(Dataset excerpts)

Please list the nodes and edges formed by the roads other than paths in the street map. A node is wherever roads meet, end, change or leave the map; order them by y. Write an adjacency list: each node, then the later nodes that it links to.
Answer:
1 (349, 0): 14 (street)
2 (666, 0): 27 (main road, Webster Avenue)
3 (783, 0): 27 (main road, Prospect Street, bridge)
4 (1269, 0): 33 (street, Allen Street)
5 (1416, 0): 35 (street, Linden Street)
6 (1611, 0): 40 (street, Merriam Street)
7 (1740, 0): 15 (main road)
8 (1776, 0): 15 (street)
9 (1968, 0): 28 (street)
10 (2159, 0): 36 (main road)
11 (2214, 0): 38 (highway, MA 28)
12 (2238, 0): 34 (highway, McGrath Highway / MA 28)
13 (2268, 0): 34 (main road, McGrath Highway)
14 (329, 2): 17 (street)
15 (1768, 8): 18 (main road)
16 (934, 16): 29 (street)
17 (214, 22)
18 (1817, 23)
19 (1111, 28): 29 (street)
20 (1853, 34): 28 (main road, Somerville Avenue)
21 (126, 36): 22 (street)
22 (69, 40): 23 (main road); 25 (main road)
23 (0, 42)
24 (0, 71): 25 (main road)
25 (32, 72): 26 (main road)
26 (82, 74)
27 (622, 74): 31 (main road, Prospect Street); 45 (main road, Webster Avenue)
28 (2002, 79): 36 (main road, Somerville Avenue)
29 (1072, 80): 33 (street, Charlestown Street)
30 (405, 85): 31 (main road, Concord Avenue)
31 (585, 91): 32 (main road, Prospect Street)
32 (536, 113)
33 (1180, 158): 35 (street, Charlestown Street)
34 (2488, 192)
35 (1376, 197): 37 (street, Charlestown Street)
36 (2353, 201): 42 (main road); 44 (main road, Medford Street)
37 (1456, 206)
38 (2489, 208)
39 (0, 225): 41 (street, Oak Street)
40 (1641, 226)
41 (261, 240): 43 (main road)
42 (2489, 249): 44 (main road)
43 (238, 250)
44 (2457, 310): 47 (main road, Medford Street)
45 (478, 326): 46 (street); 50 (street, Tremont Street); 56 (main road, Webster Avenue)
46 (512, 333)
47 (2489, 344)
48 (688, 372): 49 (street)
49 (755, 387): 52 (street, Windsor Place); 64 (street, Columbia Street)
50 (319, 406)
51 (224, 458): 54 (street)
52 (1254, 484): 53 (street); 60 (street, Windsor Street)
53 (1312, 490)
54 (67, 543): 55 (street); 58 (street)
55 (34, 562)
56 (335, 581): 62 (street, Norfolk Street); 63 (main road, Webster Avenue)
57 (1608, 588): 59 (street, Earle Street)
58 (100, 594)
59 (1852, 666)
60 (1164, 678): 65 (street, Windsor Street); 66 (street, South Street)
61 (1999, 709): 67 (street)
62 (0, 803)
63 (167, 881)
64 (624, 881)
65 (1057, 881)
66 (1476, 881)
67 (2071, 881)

(End Dataset excerpts)

What to work on
Find and show each line of the listing with the word "Windsor".

Output of the exercise
49 (755, 387): 52 (street, Windsor Place); 64 (street, Columbia Street)
52 (1254, 484): 53 (street); 60 (street, Windsor Street)
60 (1164, 678): 65 (street, Windsor Street); 66 (street, South Street)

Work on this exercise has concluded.